The curculio has played a hand in reducing the total acreage of Southern peas grown in Georgia from 86,500 in 1951 to a low of 4,311 in 1997. Due to curculio damage, 40 percent of the crop value was lost in 1995 alone.

Adults lay eggs inside the pea pods, where the grubs feed on the developing peas. The grubs can then make it all the way through the processing line and even wind up on your dinner plate.

Reproducing several times within a year, the curculio has a stubborn penchant for developing resistance to insecticides, with the standard pyrethroid treatments rapidly losing effectiveness.

“If you can’t get a handle on it, it can literally run the acreage out of the state,” said Riley.

An increase in Georgia cowpea acreage to more than 8,000 in 2009 came with an increased number of farmers’ calls to Riley about curculio outbreaks. At the time Southern peas had a farm gate value of more than $12 million, according to the Georgia Fruit and Vegetable Growers Association.

The bug had never gone away. It just had fallen off the radar.

Renewed research

With the decline in cowpea acreage and focus diverted to other pressing vegetable insect problems, research on the curculio had been forgotten or fallen by the wayside. Once acreage started to rise, the curculio resumed its role as a serious economic pest.

Starting in 2011, Riley embarked on research to study the curculio’s biology, population dynamics, susceptibility to insecticides and the resistance of host plants.

“They’re very funny little weevils,” Riley said. “Talk about playing opossum, they’re specialists in playing dead.”

Geared to avoid becoming the prey of birds, the curculio is a tricky pest. The elusiveness that makes curculio difficult to control also makes it difficult to study.

“When you approach a plant, they’ll drop off the plant and literally look like they’re dead. But they’re just lying on the ground, and they’ll stay that way for 15 to 20 minutes — long enough for you to lose interest and walk away.”

Developing a new trap

Spotting the bug in the field can be nearly impossible. Consequently, most research on population dynamics in the past assessed curculio numbers by crop damage, which by that point was too late to apply any kind of controls.

Riley needed real-time measurements of adults in the field. Past insecticides have targeted adults, but they can be useless if not applied at the proper time.

By combining existing traps, Riley developed a new trap that for the first time could pick up adults early in the season, providing critical information on population count and movement.

Original data

With help from Lacey Lewis, a high school student in the UGA Young Scholar program, he conducted a marked-release study, placing the weevils in the middle of a pea field and tracking their damage. The wing-less curculio moved with surprising speed hundreds of feet from the release point in both directions along the row.

His study collected new data on the weevils’ movement late in the season and their behavior over the winter, providing insight to possibilities of managing the pest in the landscape.
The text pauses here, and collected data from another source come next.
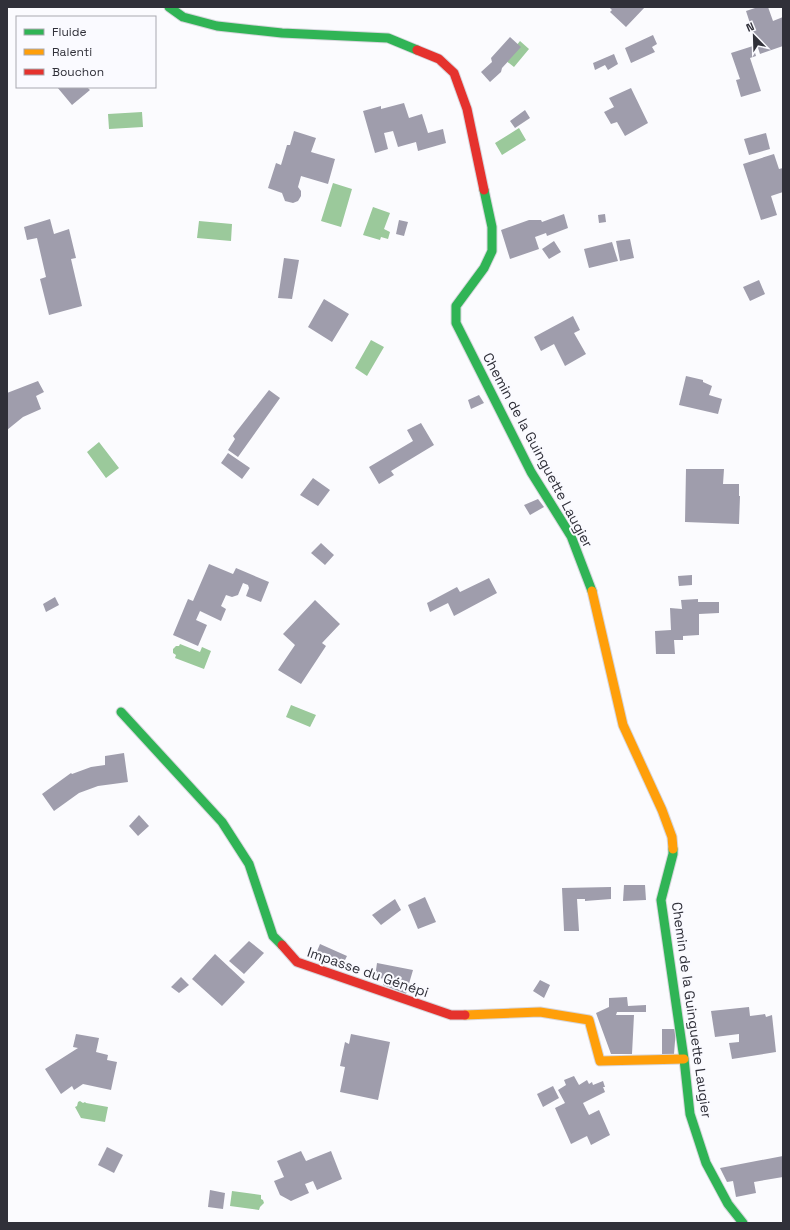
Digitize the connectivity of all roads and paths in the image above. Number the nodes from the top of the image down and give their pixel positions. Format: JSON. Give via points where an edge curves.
{"nodes":[{"id":1,"x":169,"y":7,"type":"edge"},
{"id":2,"x":121,"y":712,"type":"dead end"},
{"id":3,"x":684,"y":1059,"type":"junction"},
{"id":4,"x":743,"y":1223,"type":"edge"}],
"edges":[{"from":1,"to":3,"type":"street","name":"Chemin de la Guinguette Laugier","via":[[183,17],[217,26],[282,33],[388,38],[439,59],[454,73],[468,117],[492,227],[492,252],[484,268],[456,306],[456,323],[531,472],[571,536],[591,587],[623,725],[672,837],[673,854],[661,900]]},
{"from":2,"to":3,"type":"street","name":"Impasse du Génépi","via":[[222,822],[249,864],[273,936],[297,962],[451,1015],[540,1012],[589,1020],[600,1061]]},
{"from":3,"to":4,"type":"street","name":"Chemin de la Guinguette Laugier","via":[[690,1114],[706,1162],[728,1204]]}]}
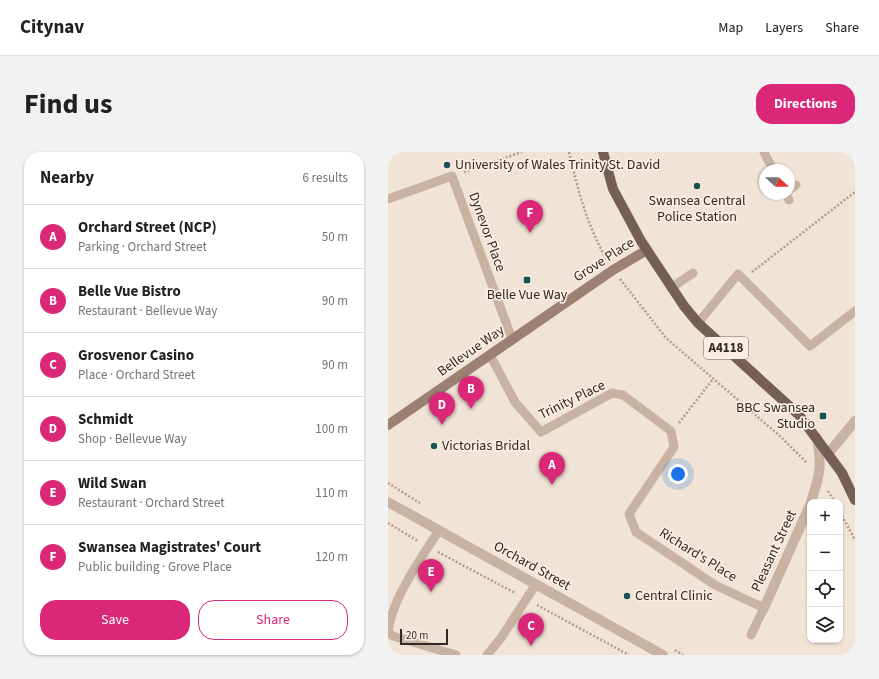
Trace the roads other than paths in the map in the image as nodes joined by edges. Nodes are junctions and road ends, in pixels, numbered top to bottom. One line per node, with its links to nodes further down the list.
1 (603, 152): 5 (main road, Grove Place / A4118)
2 (764, 152): 3 (lane)
3 (770, 164)
4 (388, 200): 11 (lane, Dynevor Place)
5 (647, 250): 7 (main road, A4118); 8 (main road, Grove Place)
6 (693, 273): 7 (lane)
7 (671, 288): 10 (main road, A4118)
8 (569, 300): 11 (main road, Bellevue Way)
9 (855, 311): 10 (lane)
10 (698, 323): 15 (main road, A4118)
11 (512, 340): 12 (main road, Bellevue Way)
12 (490, 355): 14 (main road, Bellevue Way); 21 (lane, Trinity Place)
13 (855, 421): 16 (street)
14 (388, 425)
15 (816, 436): 16 (main road, A4118); 17 (street, Pleasant Street)
16 (828, 454): 18 (main road, A4118)
17 (812, 499)
18 (855, 500)
19 (388, 502): 22 (street, Orchard Street)
20 (807, 512): 24 (street, Pleasant Street)
21 (629, 514): 24 (lane, Richard's Place)
22 (439, 530): 23 (street, Orchard Street); 26 (lane)
23 (536, 584): 27 (lane); 28 (street, Orchard Street)
24 (764, 608): 25 (lane)
25 (751, 635)
26 (456, 655)
27 (486, 655)
28 (663, 655)

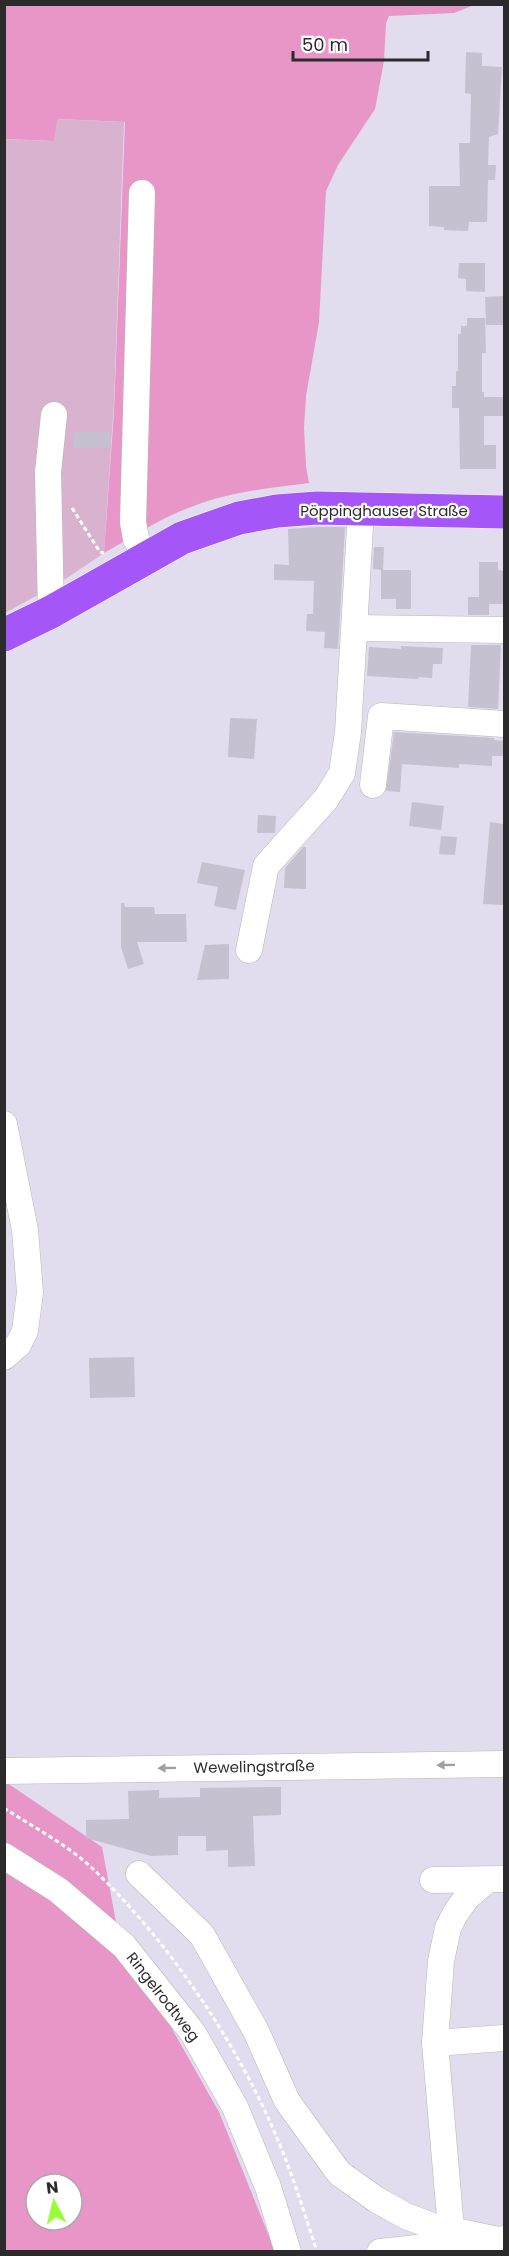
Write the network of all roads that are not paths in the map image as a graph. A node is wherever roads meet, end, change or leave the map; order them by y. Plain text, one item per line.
1 (142, 193) dead end
2 (54, 415) dead end
3 (361, 510) junction
4 (504, 512) edge
5 (146, 558) junction
6 (51, 612) junction
7 (355, 628) junction
8 (504, 630) edge
9 (4, 635) edge
10 (504, 724) edge
11 (373, 785) dead end
12 (249, 950) dead end
13 (4, 1124) edge
14 (4, 1357) edge
15 (504, 1764) edge
16 (4, 1771) edge
17 (4, 1856) edge
18 (139, 1874) dead end
19 (433, 1880) dead end
20 (495, 1880) edge
21 (504, 2038) edge
22 (435, 2043) junction
23 (451, 2229) junction
24 (501, 2240) edge
25 (429, 2248) edge
26 (288, 2252) edge
27 (380, 2252) edge

1 - 5 street
2 - 6 street
3 - 4 main road, Pöppinghauser Straße
3 - 5 main road, Pöppinghauser Straße
3 - 7 street
5 - 6 main road, Pöppinghauser Straße
6 - 9 main road, Pöppinghauser Straße
7 - 8 street
7 - 12 street
10 - 11 street
13 - 14 street
15 -> 16 street, Wewelingstraße
17 - 26 street, Ringelrodtweg
18 - 23 street
19 - 20 street
20 - 22 street
21 - 22 street
22 - 23 street
23 - 24 street
24 - 25 street
25 - 27 street

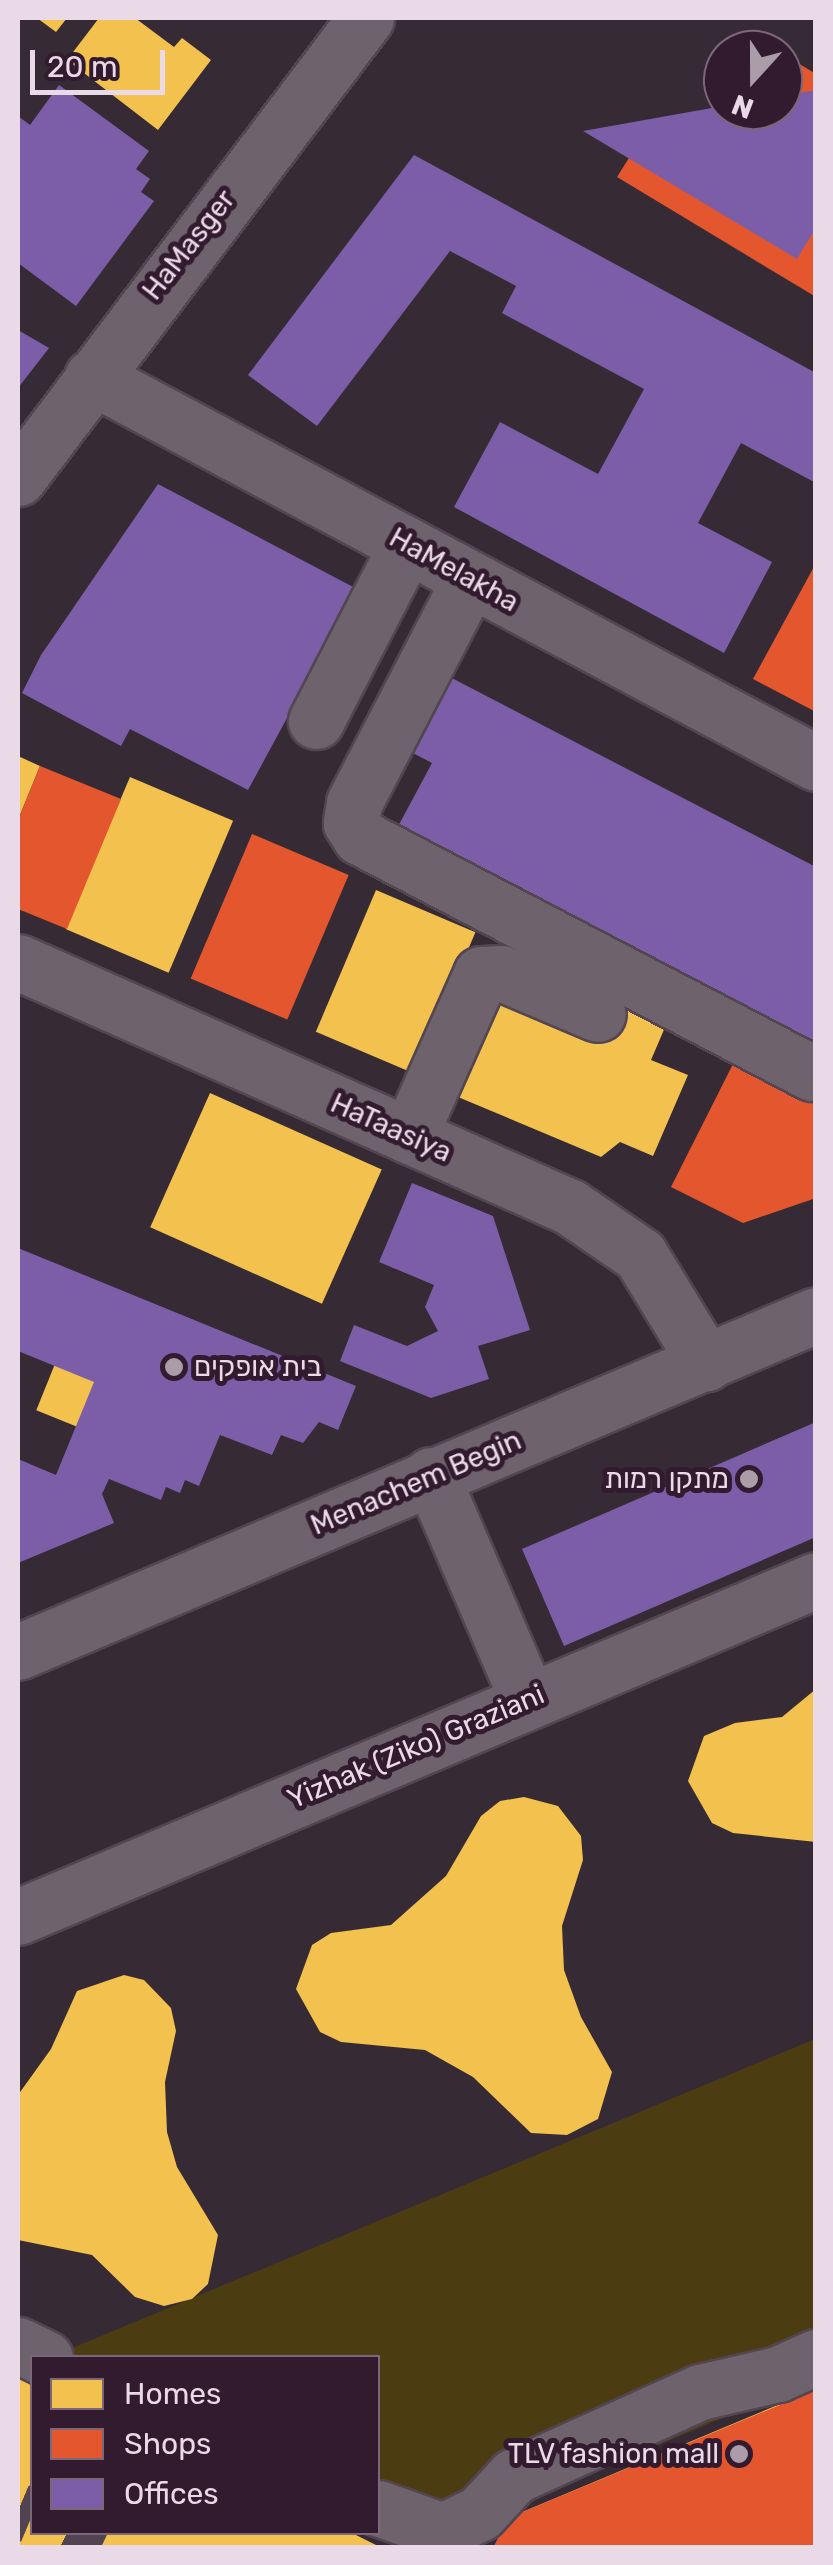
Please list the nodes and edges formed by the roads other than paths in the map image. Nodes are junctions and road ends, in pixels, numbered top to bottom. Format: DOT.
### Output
graph roads {
  1 [pos="366,18"];
  2 [pos="92,376"];
  3 [pos="18,478"];
  4 [pos="438,562"];
  5 [pos="330,728"];
  6 [pos="816,763"];
  7 [pos="18,962"];
  8 [pos="598,1014"];
  9 [pos="812,1073"];
  10 [pos="409,1136"];
  11 [pos="816,1315"];
  12 [pos="706,1364"];
  13 [pos="431,1475"];
  14 [pos="816,1580"];
  15 [pos="18,1652"];
  16 [pos="527,1698"];
  17 [pos="18,1917"];
  18 [pos="816,2357"];
  19 [pos="380,2509"];
  1 -- 2 [label="street, HaMasger"];
  2 -- 3 [label="street, HaMasger"];
  2 -- 4 [label="street, HaMelakha"];
  4 -- 5 [label="street"];
  4 -- 6 [label="street, HaMelakha"];
  4 -- 9 [label="street"];
  7 -- 10 [label="street, HaTaasiya"];
  8 -- 10 [label="street"];
  10 -- 12 [label="street, HaTaasiya"];
  11 -- 12 [label="street, Menachem Begin"];
  12 -- 13 [label="street, Menachem Begin"];
  13 -- 15 [label="street, Menachem Begin"];
  13 -- 16 [label="street"];
  14 -- 16 [label="street, Yizhak (Ziko) Graziani"];
  16 -- 17 [label="street, Yizhak (Ziko) Graziani"];
  18 -- 19 [label="street"];
}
Riley also found that no pea cultivar provided complete resistance. Only some of the white varieties could provide a measure of tolerance.

With the curculio apparently developing resistance to pyrethroid insecticides, Riley identified only one insecticide that could knock down the pest, although it’s currently not registered for cowpeas.

Alternative insecticides

While he’s working to move that chemical through the regulatory approval, Riley warns that one insecticide won’t be the long-term solution to the curculio.

Alternatives have to be developed. Otherwise, the control system will fail as the bug develops resistance, he said.

Regional assessment

Riley cautions that a regional survey for the curculio has not been done in a few decades. Much of the cowpea acreage outside of Georgia may now have curculio. As the bug expands it range, the potential losses to commercial cowpeas will only be multiplied.

“These things will eat your lunch, basically,” Riley said.

Donn Cooper is a former news editor with the University of Georgia College of Agricultural and Environmental Sciences.